Trumps’s popularity with blue collar voters doesn’t come as a particular shock to anyone who followed the campaign. Private sector union bosses supported Hillary Clinton, but their members backed Trump. Trump’s crowds cheered protectionism and his infrastructure plans. Trump’s advisor, Steve Bannon, has clearly signaled that Trump wants to focus on protecting the American working class (many of whom are considered “blue collar”) first and foremost.

To some extent, Democrats aren’t to blame for this shift. The decline of American manufacturing and the accompanying collapse of collective bargaining (only 6.7 percent of private sector employees are unionized) are the result of economic forces outside any political party’s control.

Nevertheless, it’s worth stopping to take note of the remarkable distance between working class voters and the Democratic Party. At least since the 1920s, Democrats have thought of themselves as the party of workers — for a long time because that’s actually what they were. They inherited the Progressive Movement from the Republicans under Woodrow Wilson (reluctantly, in some ways), and then the New Deal cemented their status as guardians of the proletariat.
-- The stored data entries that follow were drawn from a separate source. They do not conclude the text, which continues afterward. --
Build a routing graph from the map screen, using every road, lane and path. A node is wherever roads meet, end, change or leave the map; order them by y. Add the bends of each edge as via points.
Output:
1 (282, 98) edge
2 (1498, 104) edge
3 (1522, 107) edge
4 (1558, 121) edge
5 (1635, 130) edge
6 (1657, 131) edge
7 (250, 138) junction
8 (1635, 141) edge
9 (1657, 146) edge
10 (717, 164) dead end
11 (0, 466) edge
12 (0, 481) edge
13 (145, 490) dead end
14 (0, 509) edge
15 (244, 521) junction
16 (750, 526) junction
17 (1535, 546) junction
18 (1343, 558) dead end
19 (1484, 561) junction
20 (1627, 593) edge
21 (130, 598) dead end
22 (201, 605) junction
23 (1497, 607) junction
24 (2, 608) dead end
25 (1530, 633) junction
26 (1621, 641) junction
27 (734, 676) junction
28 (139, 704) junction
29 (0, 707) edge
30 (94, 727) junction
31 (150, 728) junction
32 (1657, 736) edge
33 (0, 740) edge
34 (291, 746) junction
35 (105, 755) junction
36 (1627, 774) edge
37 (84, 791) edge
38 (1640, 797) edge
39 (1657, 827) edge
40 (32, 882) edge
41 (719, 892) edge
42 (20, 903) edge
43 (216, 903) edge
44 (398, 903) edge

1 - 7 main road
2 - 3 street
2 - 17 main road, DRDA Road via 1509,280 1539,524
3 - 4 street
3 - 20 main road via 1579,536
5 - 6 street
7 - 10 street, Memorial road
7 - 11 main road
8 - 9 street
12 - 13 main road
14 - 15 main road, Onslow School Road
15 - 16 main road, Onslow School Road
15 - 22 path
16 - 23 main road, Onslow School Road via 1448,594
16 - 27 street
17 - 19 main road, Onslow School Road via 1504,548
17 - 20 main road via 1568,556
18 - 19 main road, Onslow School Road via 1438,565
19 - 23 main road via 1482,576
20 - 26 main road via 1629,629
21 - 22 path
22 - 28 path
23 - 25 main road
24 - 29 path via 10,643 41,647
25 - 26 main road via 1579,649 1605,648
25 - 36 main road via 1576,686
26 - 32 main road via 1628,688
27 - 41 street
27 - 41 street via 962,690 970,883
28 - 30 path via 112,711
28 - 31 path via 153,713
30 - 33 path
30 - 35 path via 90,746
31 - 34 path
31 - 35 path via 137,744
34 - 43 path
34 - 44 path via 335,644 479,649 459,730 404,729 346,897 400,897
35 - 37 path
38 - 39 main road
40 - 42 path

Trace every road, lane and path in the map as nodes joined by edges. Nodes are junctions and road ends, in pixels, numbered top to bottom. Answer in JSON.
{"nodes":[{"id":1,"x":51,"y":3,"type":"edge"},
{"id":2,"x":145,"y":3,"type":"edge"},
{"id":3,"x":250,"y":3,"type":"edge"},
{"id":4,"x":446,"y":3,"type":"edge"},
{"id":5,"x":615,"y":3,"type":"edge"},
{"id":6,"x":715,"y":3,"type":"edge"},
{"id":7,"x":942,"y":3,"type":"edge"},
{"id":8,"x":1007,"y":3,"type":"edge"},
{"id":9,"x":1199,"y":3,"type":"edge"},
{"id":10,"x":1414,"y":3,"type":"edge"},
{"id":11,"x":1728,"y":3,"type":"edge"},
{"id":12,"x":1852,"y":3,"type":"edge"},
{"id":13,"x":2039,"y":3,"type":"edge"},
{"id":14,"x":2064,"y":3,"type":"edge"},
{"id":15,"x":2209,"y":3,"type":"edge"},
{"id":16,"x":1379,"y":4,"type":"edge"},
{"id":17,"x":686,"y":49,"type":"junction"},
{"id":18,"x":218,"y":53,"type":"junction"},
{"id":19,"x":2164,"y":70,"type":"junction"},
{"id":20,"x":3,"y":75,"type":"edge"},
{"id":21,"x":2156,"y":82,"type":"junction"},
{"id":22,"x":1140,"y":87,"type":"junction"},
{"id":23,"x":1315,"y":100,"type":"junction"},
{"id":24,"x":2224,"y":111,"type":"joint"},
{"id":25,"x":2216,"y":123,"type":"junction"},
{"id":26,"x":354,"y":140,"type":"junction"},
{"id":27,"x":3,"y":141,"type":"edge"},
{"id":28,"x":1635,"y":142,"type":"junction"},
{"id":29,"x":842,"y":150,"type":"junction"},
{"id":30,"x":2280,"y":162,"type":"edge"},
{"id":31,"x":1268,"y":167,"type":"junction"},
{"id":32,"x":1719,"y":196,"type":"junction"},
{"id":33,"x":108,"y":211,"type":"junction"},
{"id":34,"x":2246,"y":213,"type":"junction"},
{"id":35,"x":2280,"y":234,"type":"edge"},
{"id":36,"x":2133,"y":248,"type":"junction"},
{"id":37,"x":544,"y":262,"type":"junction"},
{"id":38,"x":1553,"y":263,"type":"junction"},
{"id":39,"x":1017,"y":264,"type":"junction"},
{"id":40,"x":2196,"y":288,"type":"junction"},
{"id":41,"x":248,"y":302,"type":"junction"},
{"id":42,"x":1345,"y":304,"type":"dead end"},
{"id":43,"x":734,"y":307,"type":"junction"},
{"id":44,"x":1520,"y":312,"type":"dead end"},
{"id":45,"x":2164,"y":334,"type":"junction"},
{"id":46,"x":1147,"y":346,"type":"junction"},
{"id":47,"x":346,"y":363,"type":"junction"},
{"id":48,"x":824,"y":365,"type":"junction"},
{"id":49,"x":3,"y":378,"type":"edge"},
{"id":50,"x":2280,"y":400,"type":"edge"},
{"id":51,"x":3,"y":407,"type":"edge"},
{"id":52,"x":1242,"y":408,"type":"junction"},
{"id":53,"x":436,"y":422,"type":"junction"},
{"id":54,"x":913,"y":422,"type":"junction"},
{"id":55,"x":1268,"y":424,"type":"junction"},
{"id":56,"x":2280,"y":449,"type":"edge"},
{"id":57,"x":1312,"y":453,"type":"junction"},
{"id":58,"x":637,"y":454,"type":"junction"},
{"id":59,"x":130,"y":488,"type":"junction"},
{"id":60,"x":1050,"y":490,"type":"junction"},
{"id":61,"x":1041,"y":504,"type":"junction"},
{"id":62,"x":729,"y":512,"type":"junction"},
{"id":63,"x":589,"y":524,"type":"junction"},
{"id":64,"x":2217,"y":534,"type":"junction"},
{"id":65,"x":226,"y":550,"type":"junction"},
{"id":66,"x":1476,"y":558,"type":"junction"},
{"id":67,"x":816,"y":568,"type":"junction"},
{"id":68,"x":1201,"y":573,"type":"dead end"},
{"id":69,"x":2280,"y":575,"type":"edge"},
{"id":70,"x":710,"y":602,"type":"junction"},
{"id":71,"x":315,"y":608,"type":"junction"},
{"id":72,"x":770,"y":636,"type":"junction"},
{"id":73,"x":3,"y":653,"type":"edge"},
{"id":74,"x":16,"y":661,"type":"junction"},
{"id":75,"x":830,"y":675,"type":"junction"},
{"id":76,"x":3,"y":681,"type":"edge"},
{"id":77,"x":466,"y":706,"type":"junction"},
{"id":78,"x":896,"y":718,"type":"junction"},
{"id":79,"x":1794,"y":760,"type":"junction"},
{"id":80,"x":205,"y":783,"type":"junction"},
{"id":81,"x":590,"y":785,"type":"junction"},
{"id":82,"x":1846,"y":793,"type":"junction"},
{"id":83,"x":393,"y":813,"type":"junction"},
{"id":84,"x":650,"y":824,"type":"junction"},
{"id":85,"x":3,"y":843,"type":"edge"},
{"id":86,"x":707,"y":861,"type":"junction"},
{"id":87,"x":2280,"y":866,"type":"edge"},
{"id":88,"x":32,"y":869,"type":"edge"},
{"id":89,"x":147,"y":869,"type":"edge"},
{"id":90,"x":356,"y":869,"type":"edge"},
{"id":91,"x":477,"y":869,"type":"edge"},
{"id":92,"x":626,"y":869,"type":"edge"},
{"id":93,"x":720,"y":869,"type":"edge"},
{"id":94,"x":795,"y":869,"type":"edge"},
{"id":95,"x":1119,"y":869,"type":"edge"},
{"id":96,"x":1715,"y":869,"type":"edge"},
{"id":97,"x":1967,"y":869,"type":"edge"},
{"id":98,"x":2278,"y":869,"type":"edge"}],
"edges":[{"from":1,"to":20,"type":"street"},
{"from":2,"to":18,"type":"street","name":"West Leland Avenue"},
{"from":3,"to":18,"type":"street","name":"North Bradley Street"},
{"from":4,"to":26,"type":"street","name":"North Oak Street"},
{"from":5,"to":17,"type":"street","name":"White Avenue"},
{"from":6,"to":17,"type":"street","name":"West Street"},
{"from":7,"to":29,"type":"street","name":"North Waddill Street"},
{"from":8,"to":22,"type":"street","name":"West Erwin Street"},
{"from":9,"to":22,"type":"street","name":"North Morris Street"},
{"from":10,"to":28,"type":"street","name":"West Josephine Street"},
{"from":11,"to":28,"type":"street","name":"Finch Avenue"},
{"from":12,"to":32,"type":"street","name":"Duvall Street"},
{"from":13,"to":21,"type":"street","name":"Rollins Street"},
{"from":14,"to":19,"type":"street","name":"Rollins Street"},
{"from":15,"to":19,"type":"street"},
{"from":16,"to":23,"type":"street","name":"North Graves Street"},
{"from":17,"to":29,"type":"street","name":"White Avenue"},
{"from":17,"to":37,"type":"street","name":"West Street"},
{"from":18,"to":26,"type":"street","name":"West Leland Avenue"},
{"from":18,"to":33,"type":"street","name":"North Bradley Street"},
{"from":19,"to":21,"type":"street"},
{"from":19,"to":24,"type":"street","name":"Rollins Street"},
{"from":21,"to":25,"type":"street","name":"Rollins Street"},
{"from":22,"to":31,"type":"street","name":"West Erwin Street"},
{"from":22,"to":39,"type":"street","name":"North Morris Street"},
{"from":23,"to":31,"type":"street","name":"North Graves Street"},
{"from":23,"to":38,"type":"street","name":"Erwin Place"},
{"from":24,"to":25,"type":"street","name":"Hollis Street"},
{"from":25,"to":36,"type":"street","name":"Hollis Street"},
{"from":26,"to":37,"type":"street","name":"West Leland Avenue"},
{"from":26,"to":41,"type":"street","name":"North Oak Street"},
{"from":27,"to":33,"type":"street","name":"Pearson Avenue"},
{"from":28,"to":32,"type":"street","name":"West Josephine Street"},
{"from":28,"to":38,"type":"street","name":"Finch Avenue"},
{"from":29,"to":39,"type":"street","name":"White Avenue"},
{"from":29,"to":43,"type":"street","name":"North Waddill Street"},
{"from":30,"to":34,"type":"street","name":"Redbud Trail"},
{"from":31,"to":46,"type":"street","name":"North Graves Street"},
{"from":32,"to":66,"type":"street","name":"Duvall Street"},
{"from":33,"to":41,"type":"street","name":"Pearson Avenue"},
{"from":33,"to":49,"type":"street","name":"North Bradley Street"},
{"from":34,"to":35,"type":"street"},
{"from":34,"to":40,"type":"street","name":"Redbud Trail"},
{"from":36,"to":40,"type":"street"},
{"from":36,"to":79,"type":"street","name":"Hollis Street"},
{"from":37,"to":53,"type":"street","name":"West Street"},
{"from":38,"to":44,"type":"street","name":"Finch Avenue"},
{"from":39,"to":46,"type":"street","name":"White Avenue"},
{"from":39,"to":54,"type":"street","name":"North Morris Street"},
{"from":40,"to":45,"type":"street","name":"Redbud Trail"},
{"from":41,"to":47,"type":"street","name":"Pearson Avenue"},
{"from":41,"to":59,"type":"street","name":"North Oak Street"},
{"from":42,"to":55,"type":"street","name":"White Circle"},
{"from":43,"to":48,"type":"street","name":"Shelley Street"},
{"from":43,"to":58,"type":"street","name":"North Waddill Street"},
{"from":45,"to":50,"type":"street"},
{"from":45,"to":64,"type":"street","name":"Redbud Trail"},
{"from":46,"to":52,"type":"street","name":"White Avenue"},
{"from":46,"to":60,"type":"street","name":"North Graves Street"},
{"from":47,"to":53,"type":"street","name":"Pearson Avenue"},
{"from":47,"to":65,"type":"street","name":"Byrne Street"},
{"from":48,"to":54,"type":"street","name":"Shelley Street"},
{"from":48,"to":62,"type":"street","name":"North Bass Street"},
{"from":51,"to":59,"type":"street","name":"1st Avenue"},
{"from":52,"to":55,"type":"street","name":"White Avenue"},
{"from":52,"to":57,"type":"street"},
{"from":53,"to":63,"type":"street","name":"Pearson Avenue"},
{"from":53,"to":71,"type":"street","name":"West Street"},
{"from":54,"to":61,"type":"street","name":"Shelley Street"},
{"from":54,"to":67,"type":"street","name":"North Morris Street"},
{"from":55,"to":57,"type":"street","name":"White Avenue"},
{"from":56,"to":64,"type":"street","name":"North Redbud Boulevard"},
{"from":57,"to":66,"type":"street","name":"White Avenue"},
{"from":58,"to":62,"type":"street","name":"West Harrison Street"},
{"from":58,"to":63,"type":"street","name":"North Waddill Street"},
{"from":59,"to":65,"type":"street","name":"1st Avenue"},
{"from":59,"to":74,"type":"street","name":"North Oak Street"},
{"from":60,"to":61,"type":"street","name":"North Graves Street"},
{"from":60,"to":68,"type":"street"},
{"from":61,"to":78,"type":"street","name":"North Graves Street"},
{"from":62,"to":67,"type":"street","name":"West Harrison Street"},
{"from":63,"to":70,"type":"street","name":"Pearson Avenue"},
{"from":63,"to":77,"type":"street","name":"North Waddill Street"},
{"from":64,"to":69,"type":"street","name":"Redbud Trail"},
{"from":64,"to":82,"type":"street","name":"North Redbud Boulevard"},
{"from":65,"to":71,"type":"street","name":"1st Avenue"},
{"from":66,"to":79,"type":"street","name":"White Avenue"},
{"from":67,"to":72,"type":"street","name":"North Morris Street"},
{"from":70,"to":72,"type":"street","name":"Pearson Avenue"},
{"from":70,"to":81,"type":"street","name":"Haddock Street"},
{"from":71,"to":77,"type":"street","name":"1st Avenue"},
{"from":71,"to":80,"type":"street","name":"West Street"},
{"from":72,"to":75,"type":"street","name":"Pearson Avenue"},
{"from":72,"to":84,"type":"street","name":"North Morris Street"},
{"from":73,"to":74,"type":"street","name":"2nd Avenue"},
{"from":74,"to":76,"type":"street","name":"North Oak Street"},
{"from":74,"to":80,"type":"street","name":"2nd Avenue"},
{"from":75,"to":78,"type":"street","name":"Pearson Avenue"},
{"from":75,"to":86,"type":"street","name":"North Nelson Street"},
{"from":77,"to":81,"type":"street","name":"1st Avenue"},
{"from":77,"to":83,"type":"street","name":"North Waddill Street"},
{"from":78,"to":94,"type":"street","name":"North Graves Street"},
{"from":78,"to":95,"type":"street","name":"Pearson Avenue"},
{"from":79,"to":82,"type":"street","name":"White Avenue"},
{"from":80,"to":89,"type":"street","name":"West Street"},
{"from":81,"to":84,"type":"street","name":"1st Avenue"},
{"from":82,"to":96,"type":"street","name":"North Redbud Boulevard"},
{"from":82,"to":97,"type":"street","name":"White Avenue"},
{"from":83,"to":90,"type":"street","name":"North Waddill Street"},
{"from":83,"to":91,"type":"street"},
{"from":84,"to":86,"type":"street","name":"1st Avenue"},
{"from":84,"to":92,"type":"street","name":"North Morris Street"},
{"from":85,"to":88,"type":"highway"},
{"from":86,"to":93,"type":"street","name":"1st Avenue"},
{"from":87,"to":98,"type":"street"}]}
The 1960s brought Medicare and, in the 1980s, they pushed back against Reagan’s pro-business deregulation and market reform efforts.

But starting in the 1960s, Democrats struggled to balance working class politics with identity politics. Identity politics (favored for different reasons by academic and corporate interests alike) won. The Democratic Party now represents a coalition of minorities, well-educated upper middle class urban professionals, and powerful interests in Silicon Valley, Hollywood, and to an extent on Wall Street. Much of what’s left of the left’s working class support comes from public sector unions — a perverted application of collective bargaining principles that President Franklin D. Roosevelt believed hurt working class American taxpayers.

FDR was right about that.

Plus: “The election was the referendum on wealth inequality leftwing intellectuals have been predicting since shortly after the financial crisis. It’s just that Trump and the GOP won it.”